Iphone fold en décembre : apple rate le coche d’une année entière
On croyait le pli raccordé depuis longtemps. Apple débarque enfin, mais pile quand le marché des mobiles à rabat s’essouffle. La firme de Cupertino viserait une commercialisation en décembre 2026, soit trois mois après la vague habituelle d’iPhone, et surtout quinze jours avant que les tablettes de chiffres 2026 soient bouclées. Résultat : même l’optimisme béat des analystes peine à coller 28 % de parts de marché pliable sur le dos d’un seul produit qui n’aura que quelques semaines pour exister dans les stats.
Des millions d’unités sur le papier, pas dans les cartons
Counterpoint Research tablait encore l’hiver dernier sur une croissance de 45 % du segment à 35 M d’appareils écoulés en 2026. Apple, disait-on, en absorberait plus d’un quart. Mais la feuille de route fuitée par Mark Gurman repousse la disponibilité finale à la dernière ligne droite de l’année civile. Une cuvée trop tardive pour faire gonfler les volumes annuels : 5 M d’exemplaires, 10 M si Tim Cook force sur les cadences, mais 20 M relève déjà du wishful thinking.
Et pourquoi ce retard? Châssis, charnière, pile, caméra frontale cachée dans le pli : la fiche technique est verrouillée, mais la chaîne d’assemblage peine à atteindre les 500 000 unités par semaine qu’exige un lancement mondial. Le fournisseur chinois de l’écran ultramince, BOE, n’aurait pas encore validé le taux de rebut inférieur à 0,1 % exigé par Apple. Sans validation, pas de mise en production à grande échelle. Sans production, pas de stocks. Sans stocks, pas de septembre.

Le prix, la durabilité, et l’ennui du « déjà vu »
On parle de 1 699 €, soit 300 € de moins que le Galaxy Z Fold7, mais encore 500 € au-dessus du prix psychologique des « early adopters » d’iPhone. Pour justifier la note, Apple aurait rogné sur la certification IP68 et limité la couche de verre ultra-mince à 30 µm contre 50 µm chez Samsung. Conséquence : une rayure profonde à l’ongle fait débat sur les prototypes en test. Pour une marque qui a fait du « premium indestructible » un credo, le compromis risque de heurter les puristes.

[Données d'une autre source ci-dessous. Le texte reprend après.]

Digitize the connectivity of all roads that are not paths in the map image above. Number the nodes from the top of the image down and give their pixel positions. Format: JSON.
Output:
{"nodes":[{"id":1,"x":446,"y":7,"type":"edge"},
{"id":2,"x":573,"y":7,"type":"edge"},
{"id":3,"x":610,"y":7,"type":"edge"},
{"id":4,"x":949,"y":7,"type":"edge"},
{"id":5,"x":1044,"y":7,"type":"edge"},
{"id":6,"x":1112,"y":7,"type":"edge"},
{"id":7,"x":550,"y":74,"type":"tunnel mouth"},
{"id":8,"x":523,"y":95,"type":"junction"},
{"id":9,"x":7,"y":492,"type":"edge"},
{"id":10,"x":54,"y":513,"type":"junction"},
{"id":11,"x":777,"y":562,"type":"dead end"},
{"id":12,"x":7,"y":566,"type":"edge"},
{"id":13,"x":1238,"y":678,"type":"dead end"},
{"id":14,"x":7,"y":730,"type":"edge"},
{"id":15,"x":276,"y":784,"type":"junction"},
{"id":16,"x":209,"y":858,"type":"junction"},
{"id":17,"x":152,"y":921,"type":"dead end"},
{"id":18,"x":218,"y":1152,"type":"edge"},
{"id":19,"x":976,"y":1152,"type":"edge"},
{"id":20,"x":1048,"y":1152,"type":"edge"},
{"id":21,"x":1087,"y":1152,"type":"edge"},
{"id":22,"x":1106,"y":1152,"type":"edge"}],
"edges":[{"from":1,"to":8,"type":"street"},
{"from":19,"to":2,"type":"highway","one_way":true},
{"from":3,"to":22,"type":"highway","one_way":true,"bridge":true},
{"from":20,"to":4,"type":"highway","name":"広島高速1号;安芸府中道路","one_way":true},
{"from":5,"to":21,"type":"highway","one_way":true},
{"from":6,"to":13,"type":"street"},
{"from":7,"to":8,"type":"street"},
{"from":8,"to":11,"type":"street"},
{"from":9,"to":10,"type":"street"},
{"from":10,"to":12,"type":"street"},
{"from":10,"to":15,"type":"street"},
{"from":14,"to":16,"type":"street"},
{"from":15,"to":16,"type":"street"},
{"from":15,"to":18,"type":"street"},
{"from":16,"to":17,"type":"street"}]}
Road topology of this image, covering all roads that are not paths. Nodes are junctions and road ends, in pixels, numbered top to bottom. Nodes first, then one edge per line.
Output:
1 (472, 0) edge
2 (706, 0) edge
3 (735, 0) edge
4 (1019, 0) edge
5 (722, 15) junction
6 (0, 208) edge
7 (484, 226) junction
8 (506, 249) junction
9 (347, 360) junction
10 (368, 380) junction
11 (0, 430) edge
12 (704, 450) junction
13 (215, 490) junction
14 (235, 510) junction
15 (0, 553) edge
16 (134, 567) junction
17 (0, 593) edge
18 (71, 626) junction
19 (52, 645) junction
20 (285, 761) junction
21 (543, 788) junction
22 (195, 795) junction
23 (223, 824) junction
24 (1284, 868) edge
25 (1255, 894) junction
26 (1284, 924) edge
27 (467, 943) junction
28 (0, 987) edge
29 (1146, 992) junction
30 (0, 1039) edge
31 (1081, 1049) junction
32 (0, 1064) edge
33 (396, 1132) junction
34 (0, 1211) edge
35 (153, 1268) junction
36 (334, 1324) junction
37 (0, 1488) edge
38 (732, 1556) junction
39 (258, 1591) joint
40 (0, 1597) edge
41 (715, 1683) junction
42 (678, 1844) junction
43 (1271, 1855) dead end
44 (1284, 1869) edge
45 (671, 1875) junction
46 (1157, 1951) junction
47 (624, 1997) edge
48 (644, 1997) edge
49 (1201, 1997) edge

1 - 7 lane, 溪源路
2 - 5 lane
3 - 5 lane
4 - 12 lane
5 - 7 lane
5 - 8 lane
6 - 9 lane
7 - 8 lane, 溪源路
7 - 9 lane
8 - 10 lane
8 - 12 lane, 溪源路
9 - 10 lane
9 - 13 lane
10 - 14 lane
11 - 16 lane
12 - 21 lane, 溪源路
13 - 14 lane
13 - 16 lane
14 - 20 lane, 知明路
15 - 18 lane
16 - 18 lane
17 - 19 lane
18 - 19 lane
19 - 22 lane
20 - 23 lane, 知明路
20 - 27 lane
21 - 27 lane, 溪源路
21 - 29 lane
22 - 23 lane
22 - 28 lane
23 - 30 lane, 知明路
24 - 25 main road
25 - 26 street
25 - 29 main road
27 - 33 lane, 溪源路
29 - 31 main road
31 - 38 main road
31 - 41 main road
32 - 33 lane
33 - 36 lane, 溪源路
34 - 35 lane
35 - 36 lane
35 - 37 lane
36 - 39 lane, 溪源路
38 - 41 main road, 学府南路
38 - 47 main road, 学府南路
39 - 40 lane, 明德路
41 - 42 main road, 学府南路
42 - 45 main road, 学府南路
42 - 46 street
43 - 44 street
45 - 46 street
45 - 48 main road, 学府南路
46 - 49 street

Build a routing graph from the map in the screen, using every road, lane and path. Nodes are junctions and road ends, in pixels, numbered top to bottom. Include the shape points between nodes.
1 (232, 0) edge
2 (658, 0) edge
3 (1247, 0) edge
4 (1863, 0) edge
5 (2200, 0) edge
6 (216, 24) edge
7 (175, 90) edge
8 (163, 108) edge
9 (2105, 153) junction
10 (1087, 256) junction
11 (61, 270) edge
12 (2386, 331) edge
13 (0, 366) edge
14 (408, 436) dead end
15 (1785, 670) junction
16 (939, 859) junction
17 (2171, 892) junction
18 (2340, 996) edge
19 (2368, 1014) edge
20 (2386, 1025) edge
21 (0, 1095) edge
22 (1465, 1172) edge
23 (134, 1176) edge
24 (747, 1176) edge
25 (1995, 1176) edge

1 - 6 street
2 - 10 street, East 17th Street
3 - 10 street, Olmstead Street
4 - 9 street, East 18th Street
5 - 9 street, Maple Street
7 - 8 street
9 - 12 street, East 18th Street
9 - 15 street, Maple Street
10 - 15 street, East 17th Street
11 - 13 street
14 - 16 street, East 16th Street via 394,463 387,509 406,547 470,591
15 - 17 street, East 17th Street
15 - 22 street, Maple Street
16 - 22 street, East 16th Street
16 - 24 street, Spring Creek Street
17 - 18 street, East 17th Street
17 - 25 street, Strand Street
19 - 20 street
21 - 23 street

Le design fuité ne séduit pas davantage les convertis du pliable. Même dimensions, même ratio, même bosse de capteur : l’iPhone Fold ressemble à un Pixel Fold copié-collé. Certes, iOS gommera la friction, mais la « wow factor » brille par son absence. Le public visé n’est plus celui qui claque 2 000 € pour tester : il s’agit des possesseurs de foldable qui rechignent déjà à renouveler leur appareil tous les trois ans. Or ces switchers ont vu passer trois générations de pliables sans sauter le pas; Apple n’apporte pas l’argument éclair qui les ferait basculer.

2027, La vraie cuvée?
Apple n’a pas vocation à planter le produit, seulement à caler sa courbe d’apprentissage. L’iPhone Fold générera, au mieux, un iPhone Air-like : des ventes honorables, un halo d’innovation, mais pas la déflagration d’un iPhone 4 ou d’un iPhone X. La seconde mouture, déjà sur les tables de Cupertino, héritera d’une charnière à micro-roulements, d’une dalle de verre céramique plus épaisse et d’un tarif ajusté. 20 M d’unités en 2027? Possible, à condition que le marché global dépasse enfin les 50 M. La bonne nouvelle : Apple a le temps, et surtout les liquidités, pour laisser mûrir le segment.
En attendant, Samsung prépare un Z Fold “Slim” à 999 € pour novembre 2026. Le message est clair : le roi du pliable compte bien sceller l’année avant qu’Apple n’ait ouvert sa première boîte. La guerre des écrans pliants ne fait que commencer, mais Apple arrive en séance de rattrapage, pas en première. Et dans l’univers tech, la primeur reste la seule donnée qui compte quand on additionne les parts de marché.